## WHAT IS EXPECTED
The entries should be given again in full. Alter nothing.

## INPUT
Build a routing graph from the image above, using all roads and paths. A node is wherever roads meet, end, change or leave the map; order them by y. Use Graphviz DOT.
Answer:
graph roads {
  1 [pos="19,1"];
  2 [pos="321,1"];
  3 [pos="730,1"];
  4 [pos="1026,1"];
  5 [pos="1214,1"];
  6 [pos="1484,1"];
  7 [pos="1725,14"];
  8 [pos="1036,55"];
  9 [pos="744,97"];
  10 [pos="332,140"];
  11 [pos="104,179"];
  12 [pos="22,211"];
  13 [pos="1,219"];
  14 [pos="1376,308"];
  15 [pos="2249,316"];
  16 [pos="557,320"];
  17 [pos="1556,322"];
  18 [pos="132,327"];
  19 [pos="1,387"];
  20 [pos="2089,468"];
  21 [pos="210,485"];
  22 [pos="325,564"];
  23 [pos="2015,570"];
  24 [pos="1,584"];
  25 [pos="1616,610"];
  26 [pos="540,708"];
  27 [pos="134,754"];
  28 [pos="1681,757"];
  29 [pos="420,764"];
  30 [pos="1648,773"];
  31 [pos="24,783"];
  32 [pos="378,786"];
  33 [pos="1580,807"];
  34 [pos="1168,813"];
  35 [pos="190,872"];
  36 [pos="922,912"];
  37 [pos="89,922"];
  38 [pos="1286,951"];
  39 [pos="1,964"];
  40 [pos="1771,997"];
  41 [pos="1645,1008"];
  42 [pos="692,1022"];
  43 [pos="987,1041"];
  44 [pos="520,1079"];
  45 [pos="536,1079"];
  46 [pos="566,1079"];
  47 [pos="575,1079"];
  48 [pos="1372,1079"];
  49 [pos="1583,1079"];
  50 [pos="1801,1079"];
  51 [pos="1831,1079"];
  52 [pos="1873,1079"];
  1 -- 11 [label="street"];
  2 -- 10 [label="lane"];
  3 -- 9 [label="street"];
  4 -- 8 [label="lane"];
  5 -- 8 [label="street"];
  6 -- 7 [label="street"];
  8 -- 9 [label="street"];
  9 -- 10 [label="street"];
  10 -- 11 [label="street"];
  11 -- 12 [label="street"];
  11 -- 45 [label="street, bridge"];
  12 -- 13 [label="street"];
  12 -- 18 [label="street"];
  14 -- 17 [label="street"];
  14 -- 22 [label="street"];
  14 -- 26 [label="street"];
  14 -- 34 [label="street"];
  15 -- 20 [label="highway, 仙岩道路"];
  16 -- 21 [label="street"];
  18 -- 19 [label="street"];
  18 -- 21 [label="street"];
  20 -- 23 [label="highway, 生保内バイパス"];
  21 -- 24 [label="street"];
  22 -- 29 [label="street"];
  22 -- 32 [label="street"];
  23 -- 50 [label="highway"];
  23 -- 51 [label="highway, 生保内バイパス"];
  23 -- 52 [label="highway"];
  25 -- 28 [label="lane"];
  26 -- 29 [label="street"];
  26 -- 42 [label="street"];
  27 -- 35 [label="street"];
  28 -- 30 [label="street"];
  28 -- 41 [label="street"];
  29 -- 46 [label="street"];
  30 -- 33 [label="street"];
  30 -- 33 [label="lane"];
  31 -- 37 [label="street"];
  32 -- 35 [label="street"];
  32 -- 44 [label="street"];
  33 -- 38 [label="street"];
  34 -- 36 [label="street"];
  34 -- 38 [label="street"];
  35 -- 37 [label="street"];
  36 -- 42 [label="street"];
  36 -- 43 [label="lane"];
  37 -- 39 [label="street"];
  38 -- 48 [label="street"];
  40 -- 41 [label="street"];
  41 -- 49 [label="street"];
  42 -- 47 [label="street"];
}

## SOLUTION
Build a routing graph from the image above, using all roads and paths. A node is wherever roads meet, end, change or leave the map; order them by y. Use Graphviz DOT.
Answer:
graph roads {
  1 [pos="19,1"];
  2 [pos="321,1"];
  3 [pos="730,1"];
  4 [pos="1026,1"];
  5 [pos="1214,1"];
  6 [pos="1484,1"];
  7 [pos="1725,14"];
  8 [pos="1036,55"];
  9 [pos="744,97"];
  10 [pos="332,140"];
  11 [pos="104,179"];
  12 [pos="22,211"];
  13 [pos="1,219"];
  14 [pos="1376,308"];
  15 [pos="2249,316"];
  16 [pos="557,320"];
  17 [pos="1556,322"];
  18 [pos="132,327"];
  19 [pos="1,387"];
  20 [pos="2089,468"];
  21 [pos="210,485"];
  22 [pos="325,564"];
  23 [pos="2015,570"];
  24 [pos="1,584"];
  25 [pos="1616,610"];
  26 [pos="540,708"];
  27 [pos="134,754"];
  28 [pos="1681,757"];
  29 [pos="420,764"];
  30 [pos="1648,773"];
  31 [pos="24,783"];
  32 [pos="378,786"];
  33 [pos="1580,807"];
  34 [pos="1168,813"];
  35 [pos="190,872"];
  36 [pos="922,912"];
  37 [pos="89,922"];
  38 [pos="1286,951"];
  39 [pos="1,964"];
  40 [pos="1771,997"];
  41 [pos="1645,1008"];
  42 [pos="692,1022"];
  43 [pos="987,1041"];
  44 [pos="520,1079"];
  45 [pos="536,1079"];
  46 [pos="566,1079"];
  47 [pos="575,1079"];
  48 [pos="1372,1079"];
  49 [pos="1583,1079"];
  50 [pos="1801,1079"];
  51 [pos="1831,1079"];
  52 [pos="1873,1079"];
  1 -- 11 [label="street"];
  2 -- 10 [label="lane"];
  3 -- 9 [label="street"];
  4 -- 8 [label="lane"];
  5 -- 8 [label="street"];
  6 -- 7 [label="street"];
  8 -- 9 [label="street"];
  9 -- 10 [label="street"];
  10 -- 11 [label="street"];
  11 -- 12 [label="street"];
  11 -- 45 [label="street, bridge"];
  12 -- 13 [label="street"];
  12 -- 18 [label="street"];
  14 -- 17 [label="street"];
  14 -- 22 [label="street"];
  14 -- 26 [label="street"];
  14 -- 34 [label="street"];
  15 -- 20 [label="highway, 仙岩道路"];
  16 -- 21 [label="street"];
  18 -- 19 [label="street"];
  18 -- 21 [label="street"];
  20 -- 23 [label="highway, 生保内バイパス"];
  21 -- 24 [label="street"];
  22 -- 29 [label="street"];
  22 -- 32 [label="street"];
  23 -- 50 [label="highway"];
  23 -- 51 [label="highway, 生保内バイパス"];
  23 -- 52 [label="highway"];
  25 -- 28 [label="lane"];
  26 -- 29 [label="street"];
  26 -- 42 [label="street"];
  27 -- 35 [label="street"];
  28 -- 30 [label="street"];
  28 -- 41 [label="street"];
  29 -- 46 [label="street"];
  30 -- 33 [label="street"];
  30 -- 33 [label="lane"];
  31 -- 37 [label="street"];
  32 -- 35 [label="street"];
  32 -- 44 [label="street"];
  33 -- 38 [label="street"];
  34 -- 36 [label="street"];
  34 -- 38 [label="street"];
  35 -- 37 [label="street"];
  36 -- 42 [label="street"];
  36 -- 43 [label="lane"];
  37 -- 39 [label="street"];
  38 -- 48 [label="street"];
  40 -- 41 [label="street"];
  41 -- 49 [label="street"];
  42 -- 47 [label="street"];
}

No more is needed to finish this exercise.